## EXERCISE DESCRIPTION
Look below and pull out each line with the word "Ramnagar".

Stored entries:
::::::

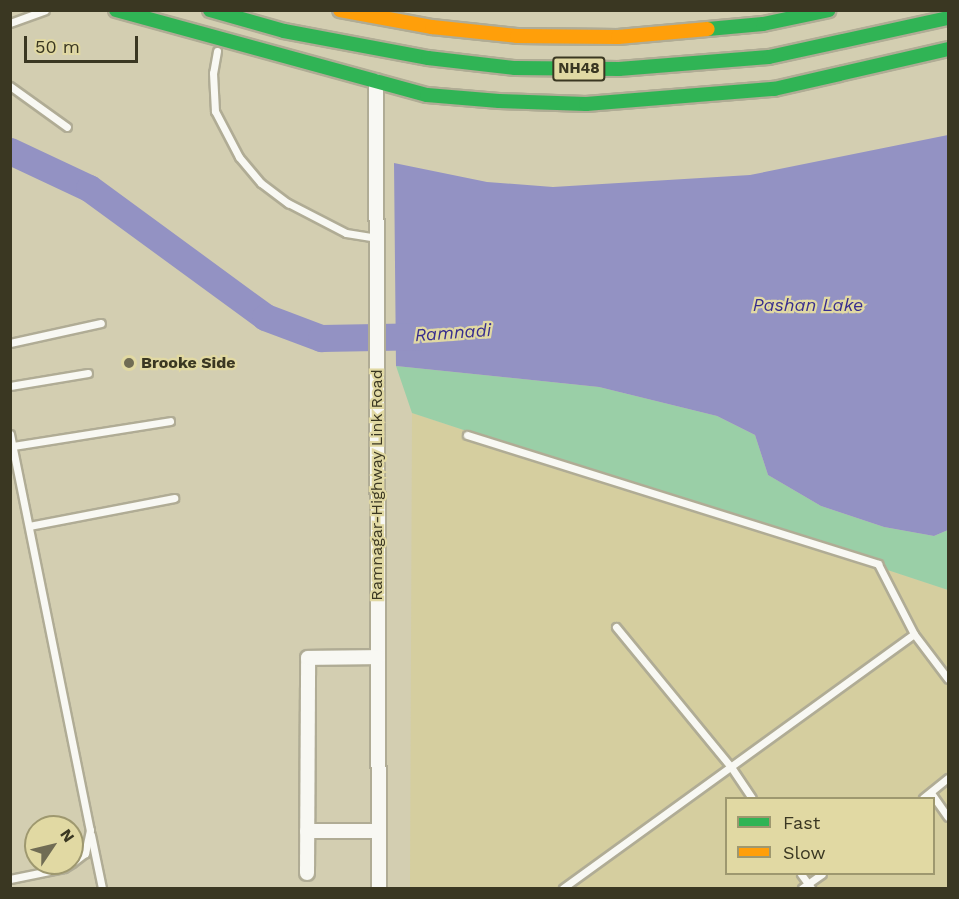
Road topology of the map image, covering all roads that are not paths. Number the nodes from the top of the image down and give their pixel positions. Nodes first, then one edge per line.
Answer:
1 (45, 10) edge
2 (116, 10) edge
3 (210, 10) edge
4 (340, 10) edge
5 (829, 10) edge
6 (376, 14) edge
7 (948, 18) edge
8 (10, 22) edge
9 (948, 49) edge
10 (217, 51) dead end
11 (376, 81) junction
12 (10, 86) edge
13 (67, 128) dead end
14 (376, 238) junction
15 (101, 323) dead end
16 (10, 343) edge
17 (88, 373) dead end
18 (10, 386) edge
19 (170, 421) dead end
20 (10, 434) edge
21 (466, 435) dead end
22 (13, 446) junction
23 (174, 498) dead end
24 (29, 526) junction
25 (616, 627) dead end
26 (914, 634) junction
27 (378, 657) junction
28 (948, 679) edge
29 (731, 767) junction
30 (948, 778) edge
31 (931, 793) junction
32 (751, 797) edge
33 (925, 797) edge
34 (934, 797) edge
35 (935, 799) edge
36 (948, 817) edge
37 (90, 830) junction
38 (307, 831) junction
39 (379, 831) junction
40 (84, 854) edge
41 (307, 873) dead end
42 (30, 875) edge
43 (820, 875) edge
44 (10, 879) edge
45 (807, 887) edge
46 (102, 888) edge
47 (379, 888) edge
48 (563, 888) edge

1 - 8 lane
2 - 11 main road
3 - 7 main road, NH48
4 - 6 main road, NH48
5 - 6 main road, NH48
9 - 11 main road
10 - 14 lane
11 - 14 street, Ramnagar-Highway Link Road
12 - 13 lane
14 - 27 street, Ramnagar-Highway Link Road
15 - 16 lane
17 - 18 lane
19 - 22 lane
20 - 22 lane
21 - 26 lane
22 - 24 lane
23 - 24 lane
24 - 37 lane
25 - 29 lane
26 - 28 lane
26 - 29 lane
27 - 38 street
27 - 39 street, Ramnagar-Highway Link Road
29 - 32 lane
29 - 48 lane
30 - 31 lane
31 - 33 lane
31 - 34 lane
35 - 36 lane
37 - 40 lane
37 - 46 lane
38 - 39 street
38 - 41 street
39 - 47 street, Ramnagar-Highway Link Road
42 - 44 lane
43 - 45 lane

::::::

## SOLUTION TO THIS PROBLEM
11 - 14 street, Ramnagar-Highway Link Road
14 - 27 street, Ramnagar-Highway Link Road
27 - 39 street, Ramnagar-Highway Link Road
39 - 47 street, Ramnagar-Highway Link Road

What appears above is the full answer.